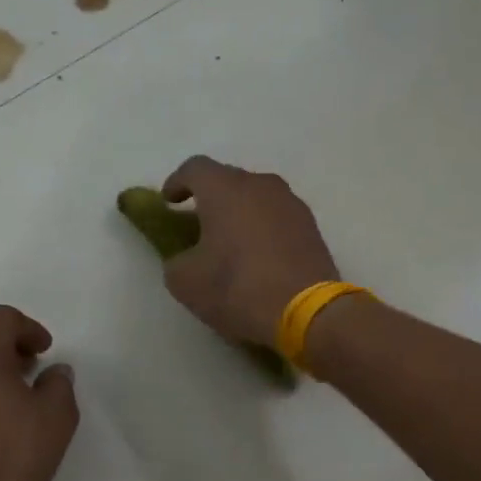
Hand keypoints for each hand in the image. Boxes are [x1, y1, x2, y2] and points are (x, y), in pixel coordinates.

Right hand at [159, 156, 341, 345]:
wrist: (306, 312)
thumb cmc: (237, 289)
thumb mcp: (186, 282)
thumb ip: (177, 260)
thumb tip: (186, 258)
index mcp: (224, 189)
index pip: (194, 168)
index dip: (177, 182)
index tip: (168, 202)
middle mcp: (260, 185)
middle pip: (229, 180)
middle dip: (210, 199)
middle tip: (199, 225)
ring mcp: (291, 204)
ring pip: (257, 199)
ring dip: (240, 213)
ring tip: (231, 242)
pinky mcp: (312, 227)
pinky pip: (277, 218)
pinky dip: (263, 229)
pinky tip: (259, 256)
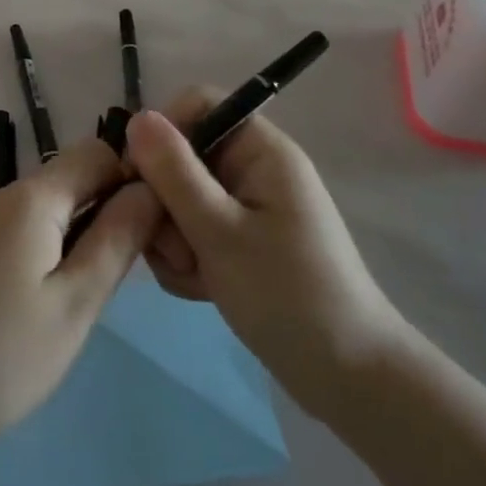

(Task statement)
Nothing but the pictures should be left out when the records are retyped exactly.

(Answer for this exercise)
Hand keypoints for each hand in the image. Boxes are [x1, y1, x2, y2] and points are (x, y), in pixel coordinates.

Right hand at [159, 156, 341, 345]:
wrist: (306, 312)
thumb cmc: (237, 289)
thumb mcp: (186, 282)
thumb ip: (177, 260)
thumb tip: (186, 258)
index mcp: (224, 189)
index pip: (194, 168)
index dip: (177, 182)
index tip: (168, 202)
middle mcp: (260, 185)
middle pip: (229, 180)
middle dip: (210, 199)
middle tip: (199, 225)
ring mcp: (291, 204)
ring pip: (257, 199)
ring dip: (240, 213)
ring tip: (231, 242)
pinky mcp: (312, 227)
pinky pip: (277, 218)
pinky dip: (263, 229)
pinky tip: (259, 256)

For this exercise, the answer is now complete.